_GIVEN DATA:_
Segment Open
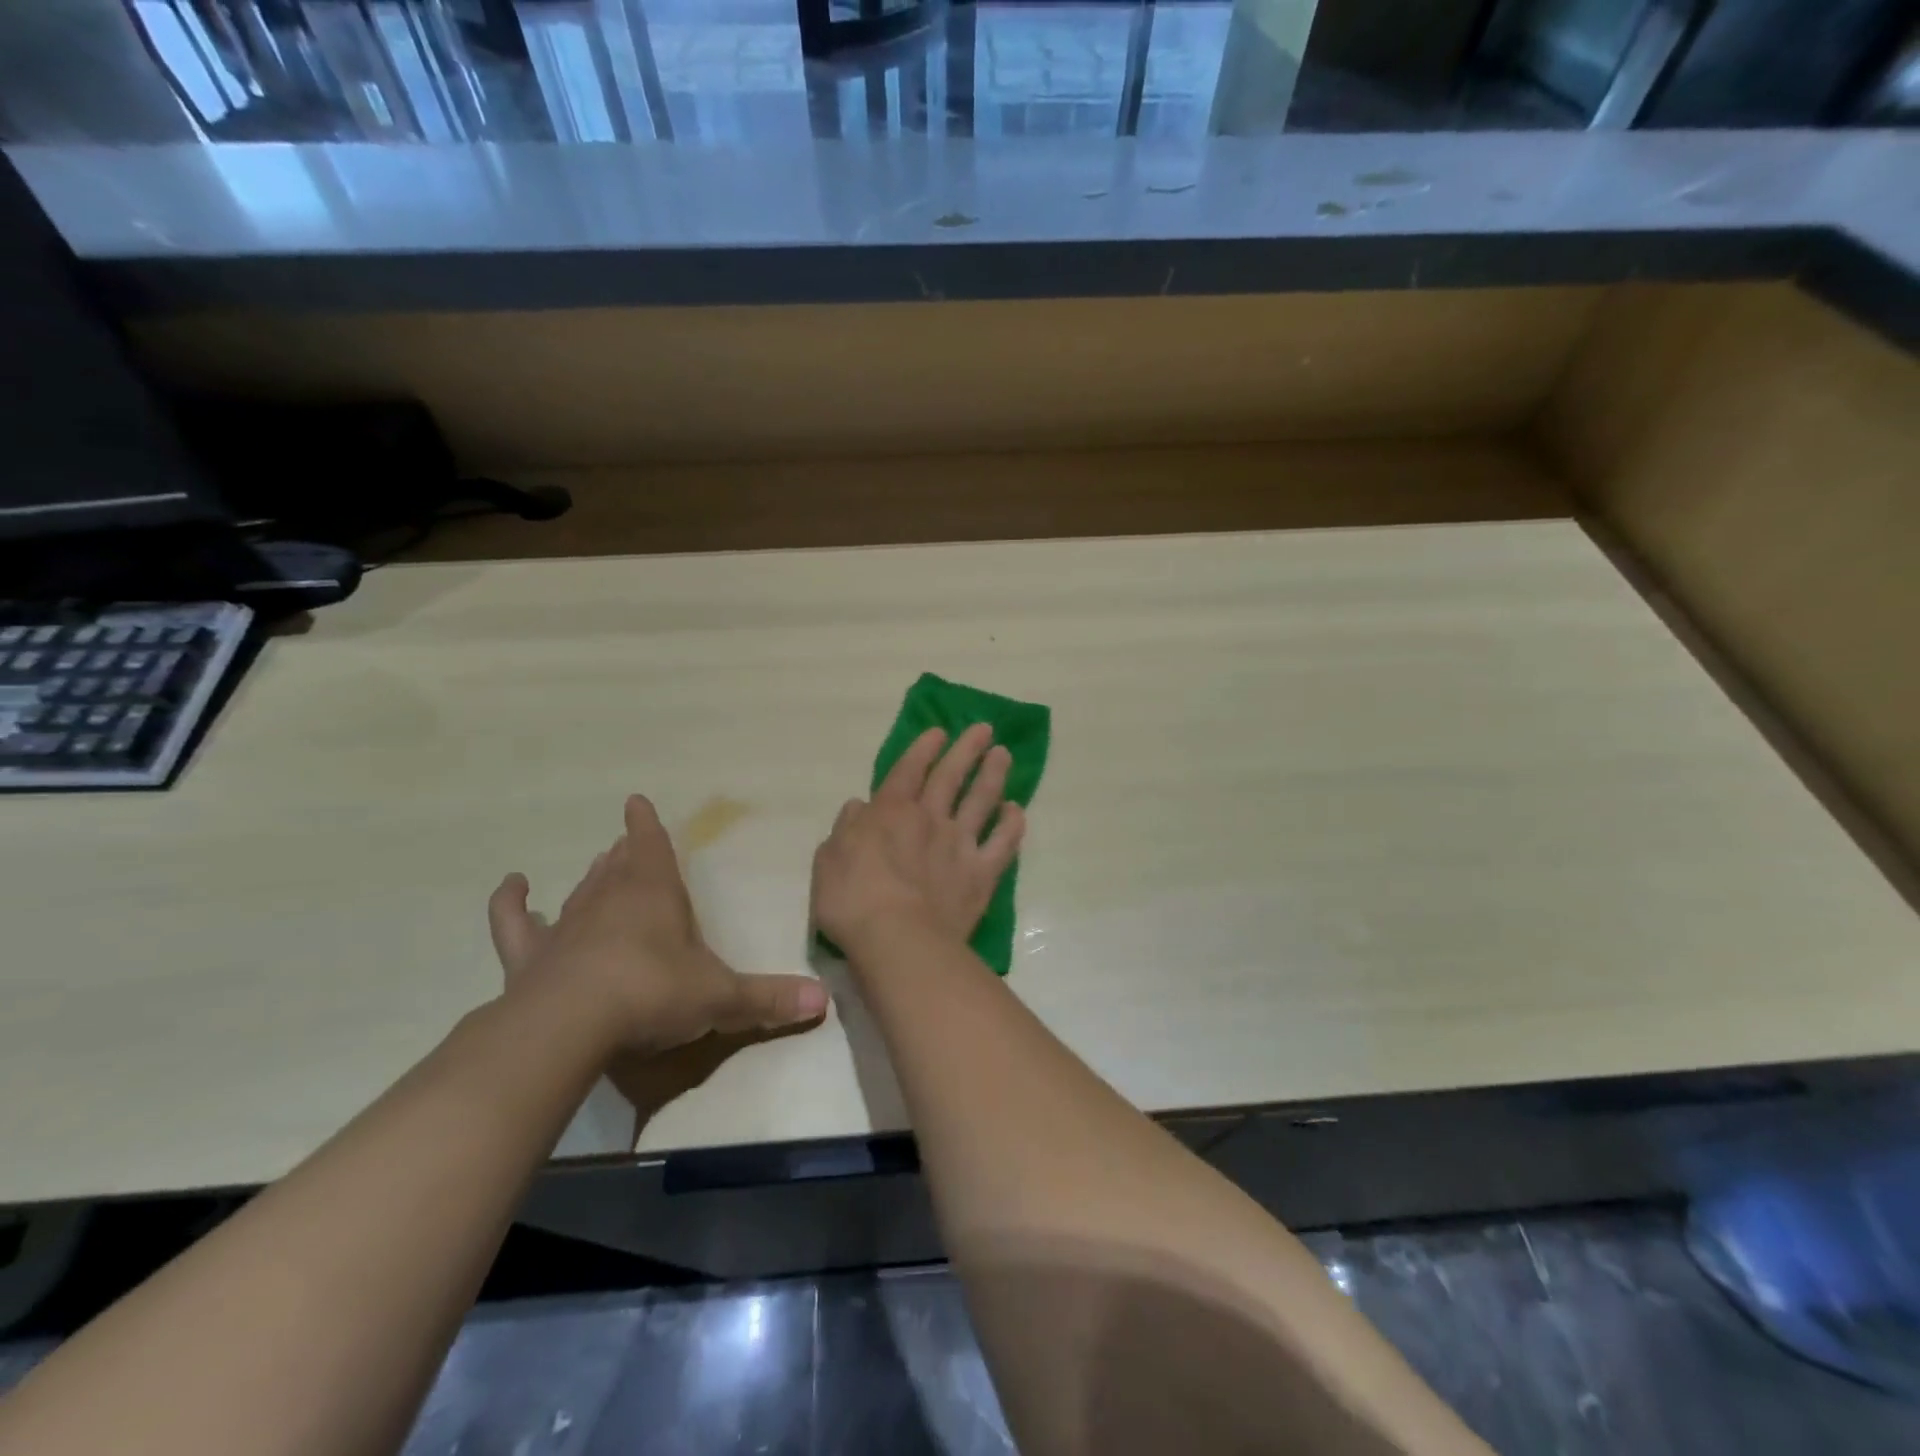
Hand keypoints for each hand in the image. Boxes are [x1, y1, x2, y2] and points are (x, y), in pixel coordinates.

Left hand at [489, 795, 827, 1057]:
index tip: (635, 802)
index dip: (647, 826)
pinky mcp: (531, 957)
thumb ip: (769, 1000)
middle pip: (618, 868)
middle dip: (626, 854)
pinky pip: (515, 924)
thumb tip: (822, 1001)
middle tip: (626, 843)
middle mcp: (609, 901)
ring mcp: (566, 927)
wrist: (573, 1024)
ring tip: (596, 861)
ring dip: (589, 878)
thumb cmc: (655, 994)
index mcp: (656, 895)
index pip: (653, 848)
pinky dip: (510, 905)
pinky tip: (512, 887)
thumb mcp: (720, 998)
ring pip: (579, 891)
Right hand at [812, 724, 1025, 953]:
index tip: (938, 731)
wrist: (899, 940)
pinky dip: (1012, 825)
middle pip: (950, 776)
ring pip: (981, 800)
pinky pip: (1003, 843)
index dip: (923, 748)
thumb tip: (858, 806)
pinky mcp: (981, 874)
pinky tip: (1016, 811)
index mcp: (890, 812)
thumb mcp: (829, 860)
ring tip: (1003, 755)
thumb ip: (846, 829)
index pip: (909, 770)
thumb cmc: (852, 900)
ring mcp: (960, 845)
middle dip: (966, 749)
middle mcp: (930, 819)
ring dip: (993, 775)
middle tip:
Segment Closed
_EXERCISE OBJECTIVE:_ What you return must be the line that contains "index tip: (938, 731)" followed by every remaining line of the material, all exactly as written and nothing more.

_YOUR RESPONSE:_
index tip: (938, 731)
wrist: (899, 940)
pinky dip: (1012, 825)
middle pip: (950, 776)
ring pip: (981, 800)
pinky pip: (1003, 843)
index dip: (923, 748)
thumb tip: (858, 806)
pinky mcp: (981, 874)
pinky tip: (1016, 811)
index mcp: (890, 812)
thumb mcp: (829, 860)
ring tip: (1003, 755)
thumb ip: (846, 829)
index pip: (909, 770)
thumb cmc: (852, 900)
ring mcp: (960, 845)
middle dip: (966, 749)
middle mcp: (930, 819)
ring dip: (993, 775)
middle tip:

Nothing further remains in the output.